** AVAILABLE DATA follows **

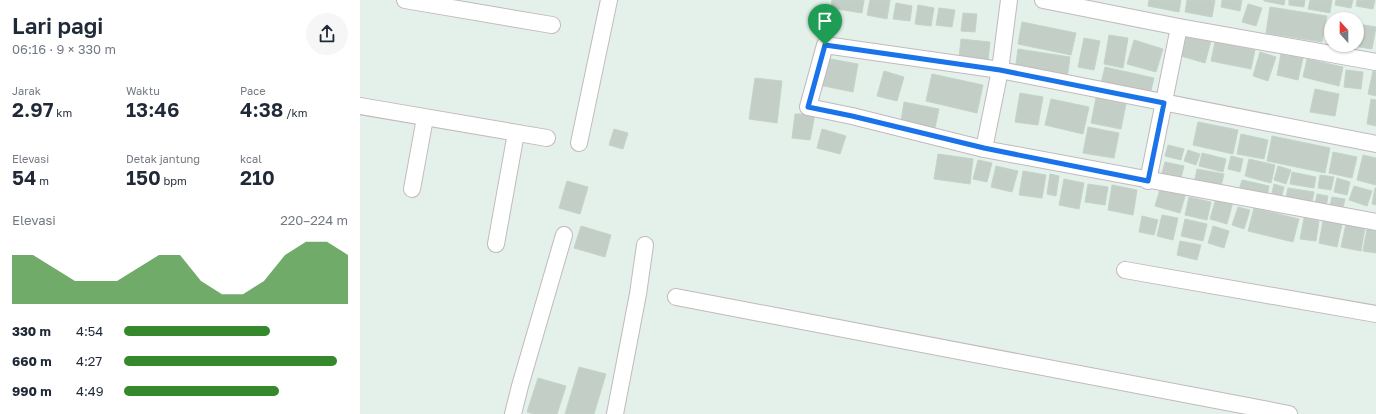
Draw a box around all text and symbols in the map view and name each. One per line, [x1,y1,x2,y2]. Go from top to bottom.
pin [808,4,842,45]
icon: arrive [814,10,836,32]
text: Lari pagi [12,12,103,39]
north arrow [1324,12,1364,52]
map controls [1324,12,1364,52]
button: share [306,13,348,55]
text: 06:16 · 9 × 330 m [12,41,116,57]
text: Jarak [12,84,41,97]
text: Waktu [126,84,160,97]
text: Pace [240,84,266,97]
text: 2.97 [12,97,53,121]
text: 13:46 [126,97,179,121]
text: 4:38 [240,97,283,121]
text: km [53,106,72,119]
text: /km [283,106,307,119]
text: Elevasi [12,152,49,165]
text: Detak jantung [126,152,200,165]
text: kcal [240,152,262,165]
text: 54 [12,165,37,189]
text: 150 [126,165,161,189]
text: 210 [240,165,275,189]
text: m [37,174,49,187]
text: bpm [161,174,187,187]
text: Elevasi [12,212,56,228]
text: 220–224 m [280,212,348,228]
text: 330 m [12,323,51,339]
text: 4:54 [76,323,103,339]
text: 660 m [12,353,52,369]
text: 4:27 [76,353,102,369]
text: 990 m [12,383,52,399]
text: 4:49 [76,383,104,399]

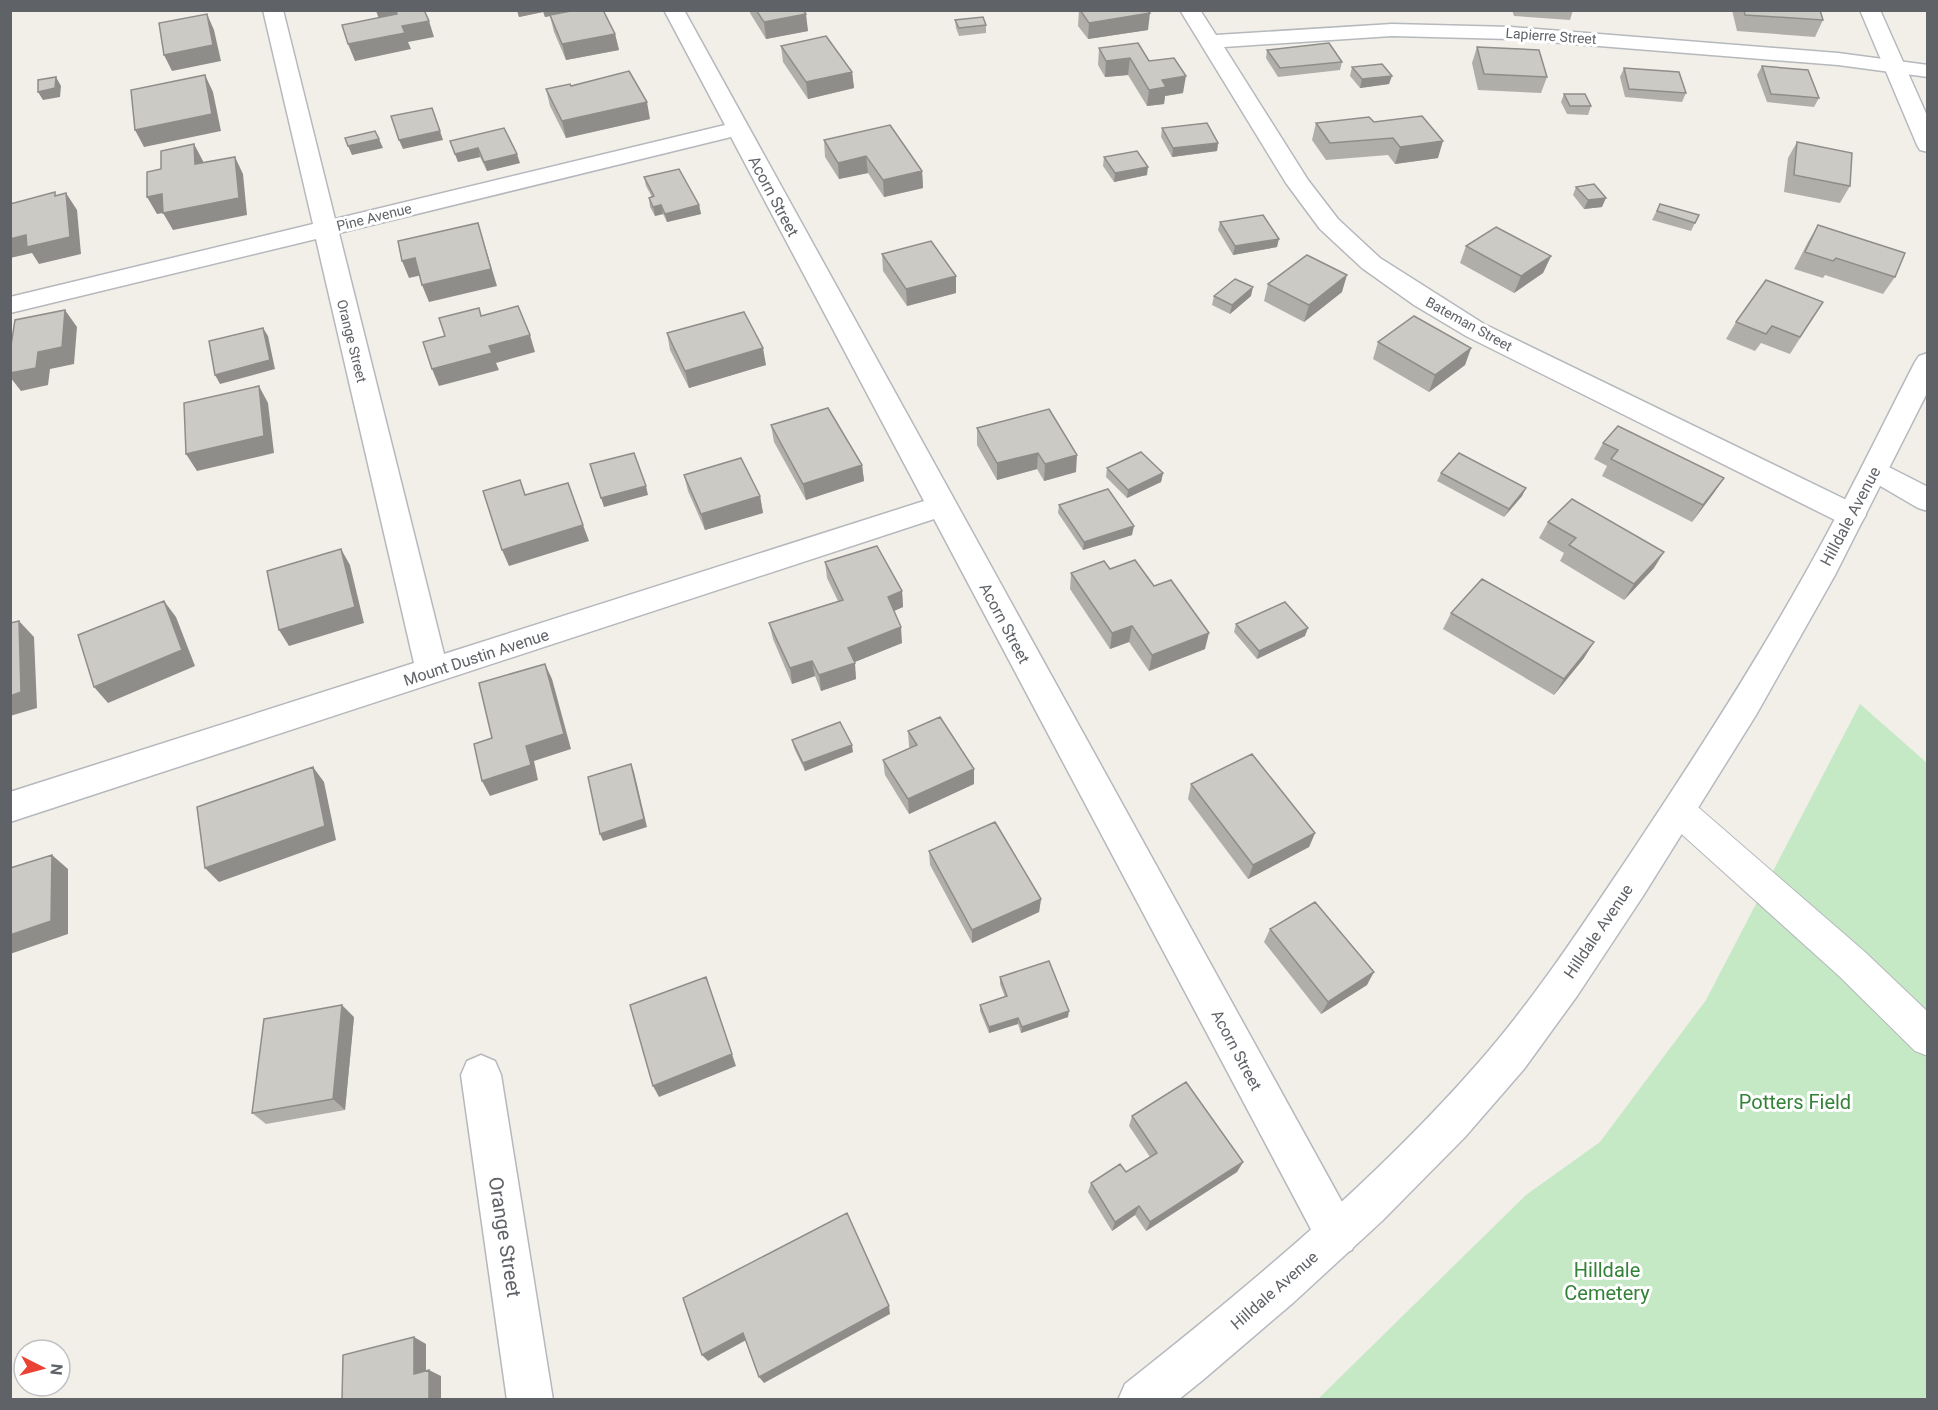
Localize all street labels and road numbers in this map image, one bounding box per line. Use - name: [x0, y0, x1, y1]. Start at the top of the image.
- street label: Lapierre Street: [1505, 25, 1597, 47]
- street label: Acorn Street: [744, 153, 803, 240]
- street label: Pine Avenue: [335, 200, 413, 234]
- street label: Bateman Street: [1423, 294, 1515, 355]
- street label: Orange Street: [334, 298, 370, 385]
- street label: Hilldale Avenue: [1816, 463, 1885, 569]
- street label: Acorn Street: [975, 580, 1034, 667]
- street label: Mount Dustin Avenue: [401, 625, 551, 690]
- street label: Hilldale Avenue: [1560, 881, 1637, 982]
- street label: Acorn Street: [1207, 1007, 1266, 1094]
- street label: Orange Street: [484, 1175, 526, 1299]
- street label: Hilldale Avenue: [1227, 1247, 1322, 1333]

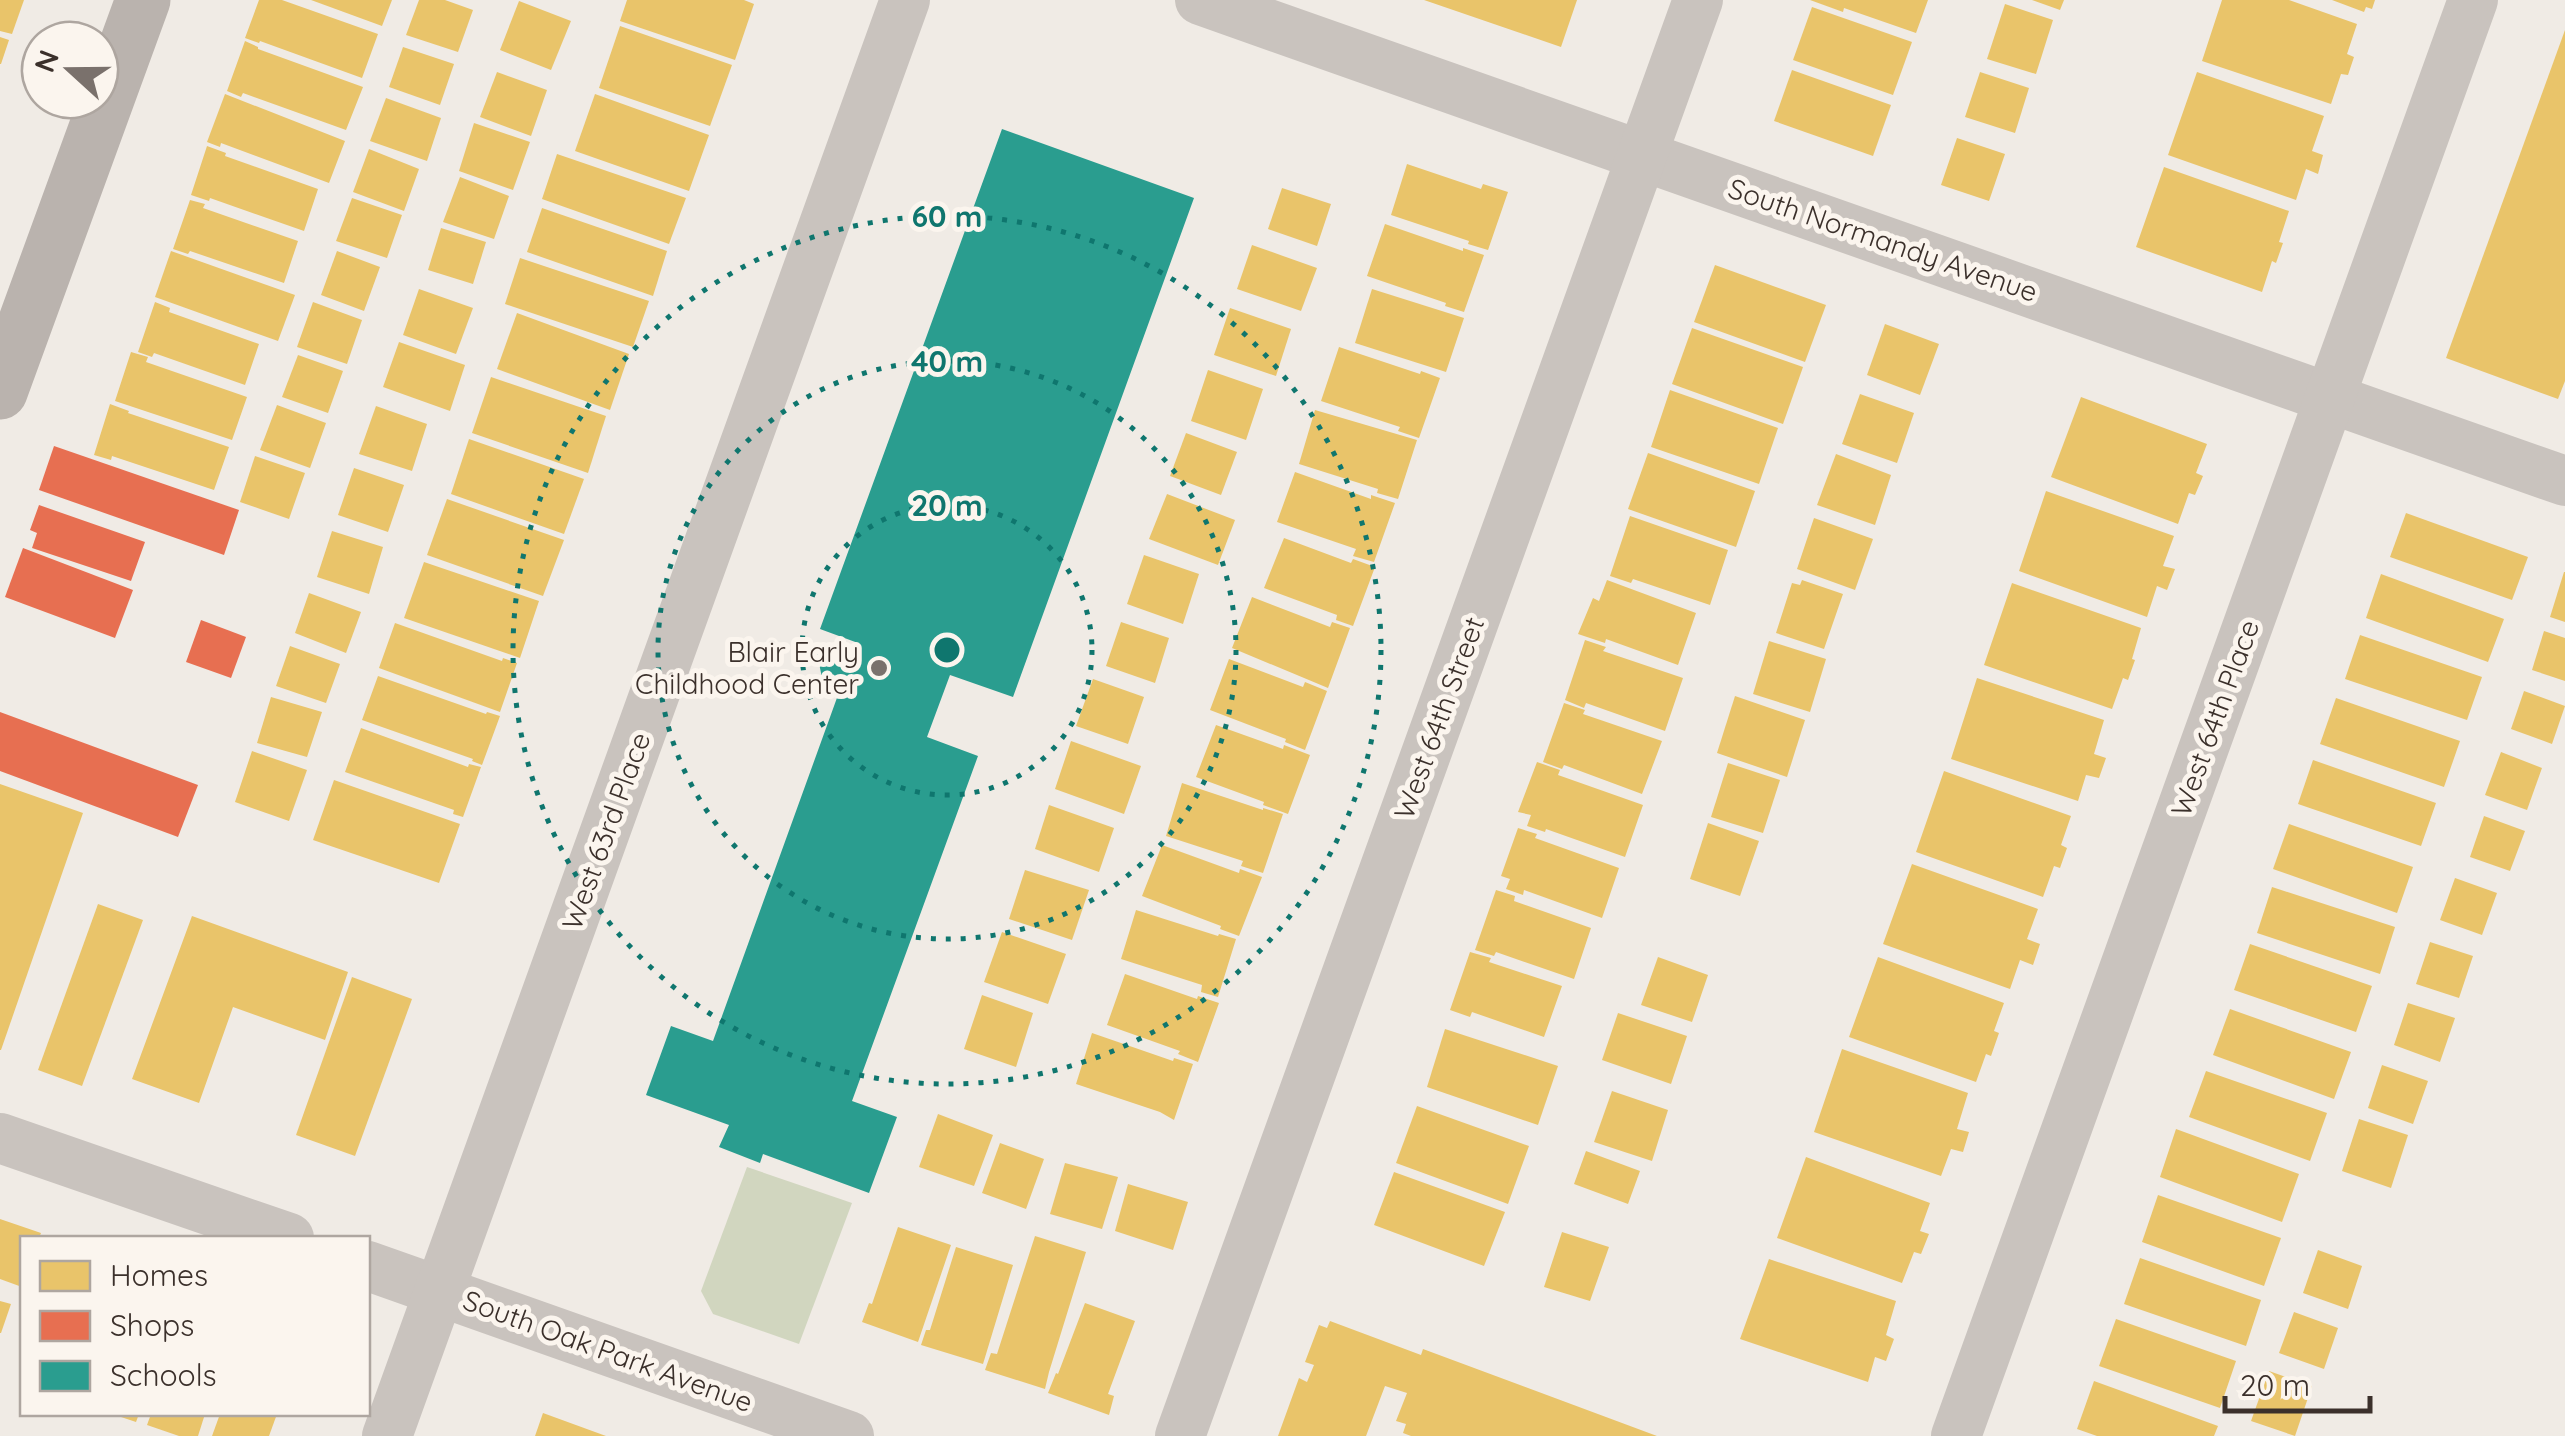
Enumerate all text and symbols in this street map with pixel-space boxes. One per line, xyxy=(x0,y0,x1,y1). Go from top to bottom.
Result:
north arrow xyxy=(20,20,120,120)
text: N xyxy=(26,45,66,77)
street label: South Normandy Avenue xyxy=(1724,170,2042,309)
text: 60 m xyxy=(911,197,983,235)
text: 40 m xyxy=(911,342,983,380)
text: 20 m xyxy=(911,486,983,524)
street label: West 64th Street xyxy=(1386,612,1491,824)
street label: West 64th Place xyxy=(2163,615,2266,821)
centre of rings xyxy=(929,632,965,668)
place label: Blair Early Childhood Center xyxy=(635,634,859,701)
marker: Blair Early Childhood Center xyxy=(868,657,890,679)
street label: West 63rd Place xyxy=(554,727,657,934)
legend xyxy=(20,1236,370,1416)
text: Homes xyxy=(110,1256,208,1294)
street label: South Oak Park Avenue xyxy=(459,1282,758,1419)
text: Shops xyxy=(110,1306,194,1344)
scale bar xyxy=(2225,1351,2370,1413)
text: Schools xyxy=(110,1356,217,1394)
text: 20 m xyxy=(2240,1366,2310,1404)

** End of AVAILABLE DATA **

■ REQUIRED ACTION
When restating the records word for word, omit any picture they contain.

■ TASK RESULT
Draw a box around all text and symbols in the map view and name each. One per line, [x1,y1,x2,y2]. Go from top to bottom.
pin [808,4,842,45]
icon: arrive [814,10,836,32]
text: Lari pagi [12,12,103,39]
north arrow [1324,12,1364,52]
map controls [1324,12,1364,52]
button: share [306,13,348,55]
text: 06:16 · 9 × 330 m [12,41,116,57]
text: Jarak [12,84,41,97]
text: Waktu [126,84,160,97]
text: Pace [240,84,266,97]
text: 2.97 [12,97,53,121]
text: 13:46 [126,97,179,121]
text: 4:38 [240,97,283,121]
text: km [53,106,72,119]
text: /km [283,106,307,119]
text: Elevasi [12,152,49,165]
text: Detak jantung [126,152,200,165]
text: kcal [240,152,262,165]
text: 54 [12,165,37,189]
text: 150 [126,165,161,189]
text: 210 [240,165,275,189]
text: m [37,174,49,187]
text: bpm [161,174,187,187]
text: Elevasi [12,212,56,228]
text: 220–224 m [280,212,348,228]
text: 330 m [12,323,51,339]
text: 4:54 [76,323,103,339]
text: 660 m [12,353,52,369]
text: 4:27 [76,353,102,369]
text: 990 m [12,383,52,399]
text: 4:49 [76,383,104,399]

Localize all street labels and road numbers in this map image, one bounding box per line. Use - name: [x0, y0, x1, y1]. Start at the top of the image.
- street label: Lapierre Street: [1505, 25, 1597, 47]
- street label: Acorn Street: [744, 153, 803, 240]
- street label: Pine Avenue: [335, 200, 413, 234]
- street label: Bateman Street: [1423, 294, 1515, 355]
- street label: Orange Street: [334, 298, 370, 385]
- street label: Hilldale Avenue: [1816, 463, 1885, 569]
- street label: Acorn Street: [975, 580, 1034, 667]
- street label: Mount Dustin Avenue: [401, 625, 551, 690]
- street label: Hilldale Avenue: [1560, 881, 1637, 982]
- street label: Acorn Street: [1207, 1007, 1266, 1094]
- street label: Orange Street: [484, 1175, 526, 1299]
- street label: Hilldale Avenue: [1227, 1247, 1322, 1333]

Enumerate all text and symbols in this street map with pixel-space boxes. One per line, xyxy=(x0,y0,x1,y1). Go from top to bottom.
Result:
north arrow xyxy=(20,20,120,120)
text: N xyxy=(26,45,66,77)
street label: South Normandy Avenue xyxy=(1724,170,2042,309)
text: 60 m xyxy=(911,197,983,235)
text: 40 m xyxy=(911,342,983,380)
text: 20 m xyxy=(911,486,983,524)
street label: West 64th Street xyxy=(1386,612,1491,824)
street label: West 64th Place xyxy=(2163,615,2266,821)
centre of rings xyxy=(929,632,965,668)
place label: Blair Early Childhood Center xyxy=(635,634,859,701)
marker: Blair Early Childhood Center xyxy=(868,657,890,679)
street label: West 63rd Place xyxy=(554,727,657,934)
legend xyxy=(20,1236,370,1416)
text: Homes xyxy=(110,1256,208,1294)
street label: South Oak Park Avenue xyxy=(459,1282,758,1419)
text: Shops xyxy=(110,1306,194,1344)
scale bar xyxy=(2225,1351,2370,1413)
text: Schools xyxy=(110,1356,217,1394)
text: 20 m xyxy=(2240,1366,2310,1404)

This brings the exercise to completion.